On the evening of December 23rd, our power was restored.
The following video clip gives a feeling of what it looked like driving down a road that had just been "cleared:"
This Peterborough NH's Storm Headquarters:
And this is what it looked like outdoors after the initial ice storm:
We cannot wait until this truck is in the street in front of our home.
Our current status is that an essential pole that snapped off near us has been replaced but PSNH (Public Service of New Hampshire) is waiting for more transformers, switches and power lines.
During the day, my studio window is a good place to read - but there isn't enough steady light to paint.
Just to complicate things we got hammered with a Nor'easter yesterday which dumped another 2 feet of snow. Another storm is due tonight (through tomorrow).
Meanwhile, we remain camped out in front of the fireplace - the only warm spot in the house.
Someone, I know not who, sent me a pkg of 8 D Cell Batteries from Sam's Club via UPS.
The shortest days of the year are upon us and they have powered a much needed lantern so we aren't stumbling around in the dark.

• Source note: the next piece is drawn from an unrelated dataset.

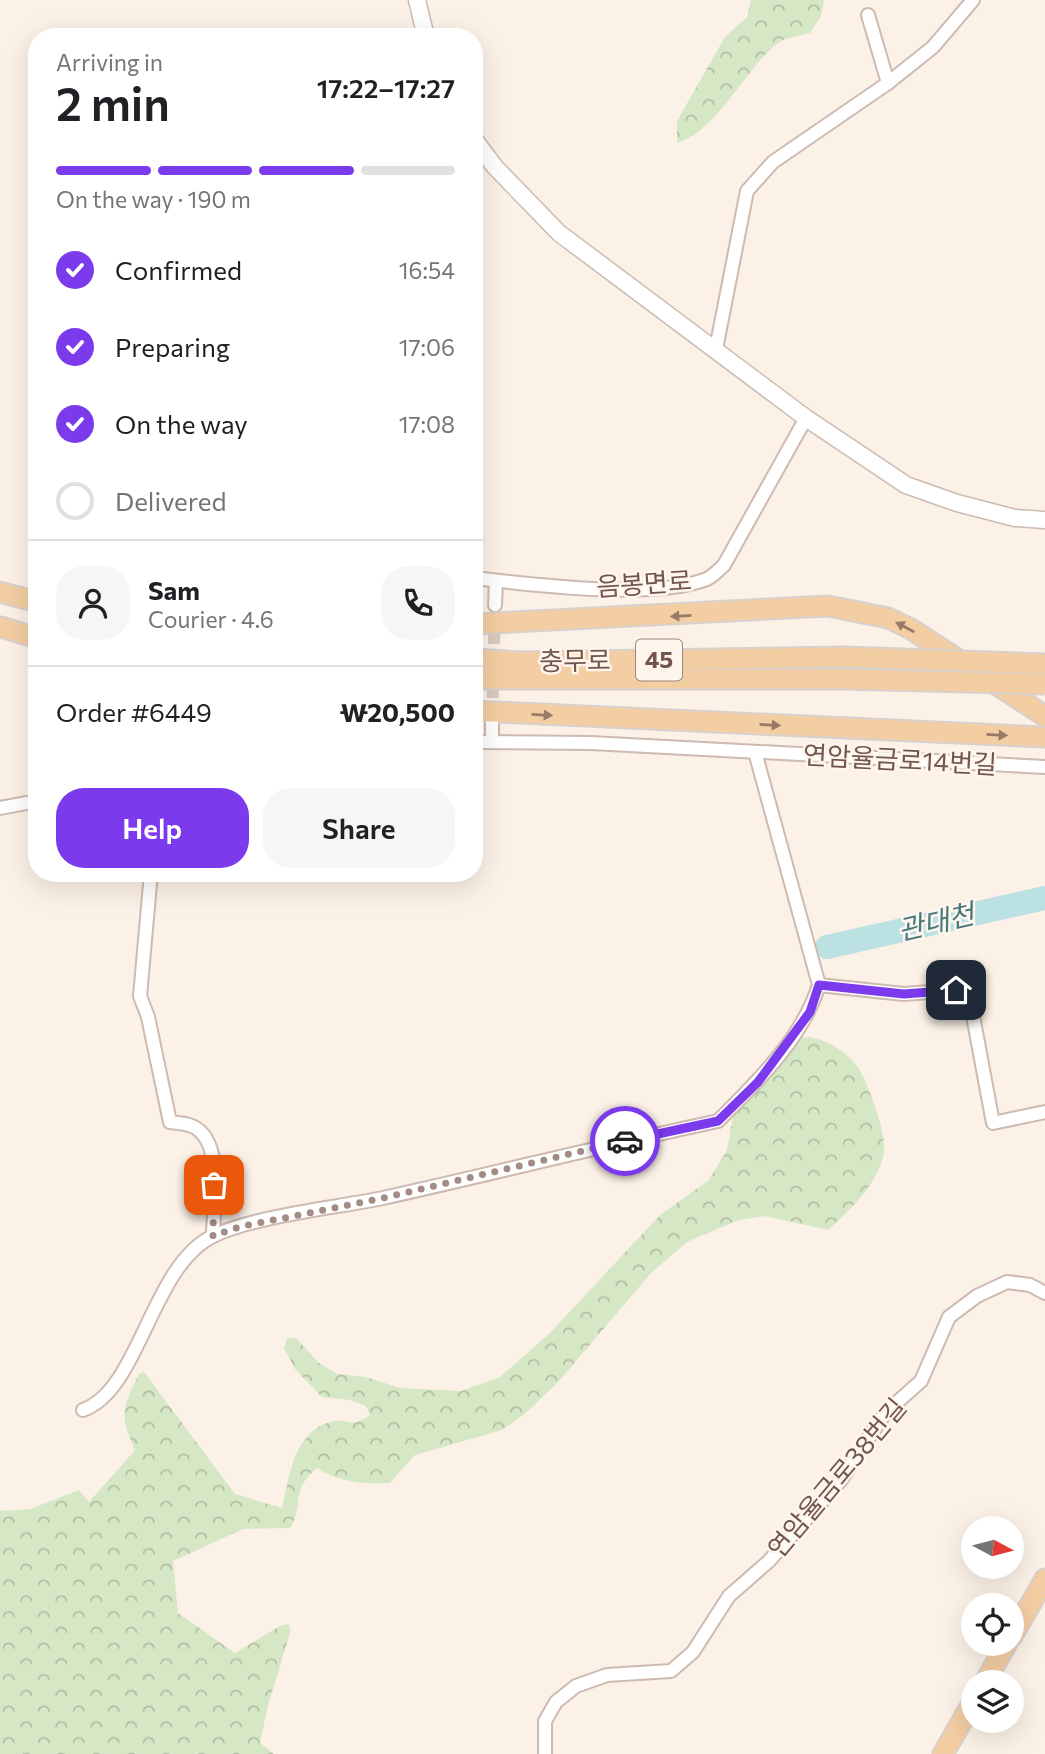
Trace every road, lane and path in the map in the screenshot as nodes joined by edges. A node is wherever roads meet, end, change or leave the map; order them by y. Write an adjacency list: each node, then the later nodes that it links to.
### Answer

Batteries and generators are in verrrrrry short supply around here as you can imagine.
We've been without power since December 10th. This means no heat, light or running water. It also means no painting.
Yesterday, before the latest snowstorm, the road outside still looked like this, i.e., the remaining power lines are holding up the trees.
We have crews in the region from as far away as Texas and Canada working 18 hour days to clear the roads and eventually restore power.
But now we may be looking at mid-January.
Generators and batteries are in short supply. Last night (Saturday) mother nature decided to dump an extra foot of snow on us. There is a rumor that more is coming on Sunday. The temperature is about 9 degrees F.
We lost power after New England's most punishing ice storm in memory. Hundreds of thousands of homes remain without power...including mine.
It's a mess. Pretty, but still a mess. If I tried to paint what I am seeing it wouldn't be "believeable."
The above close - up pictures show how much ice was built up. If you can imagine the volume of ice that froze in the treetops, you will understand why many branches and even whole trees and telephone poles snapped with the weight and volume of that ice.
Firefighters, police, utility crews and what remains of our National Guard still wade through a vast path of destruction of downed utility poles, snapped power lines and tree limbs.
This was my driveway after the freezing rain stopped. It was dangerous to walk under these trees as the limbs were still breaking from the weight of the ice.
After a week, many roads are still shut down in the Monadnock region of New Hampshire.
After the ice melted, the trees that did not break began to straighten upward again.
For most of us there is no electricity, no heat, no water. We live and sleep on the floor in front of the fireplace to keep warm.
It's a lot like camping - but not as much fun.
This tree limb landed just in front of me with a huge shower of ice. I thought I was standing far enough away from the tree line. I was lucky.
I can get out now and am in the Peterborough Town Library with my laptop. The downtown areas and the hospital were at the top of the priority list for help.
Being rural, I might be at the bottom of that list. The power company can't even give us an estimate as to when our power will be restored.
We sleep on the floor in front of the fireplace to keep warm and get water and shower at the local Red Cross shelter (South Meadow Elementary School) .
This is the view from my studio. Thank heavens we removed all the tall trees near the house last summer.
My fingers are crossed that we will have our power restored by Christmas.
We'd love to leave the house and go some place warm for a while, but we have to stick it out, keep the pipes from freezing and feed the animals.
More later when I can get to the (delightfully warm) Peterborough Town Library.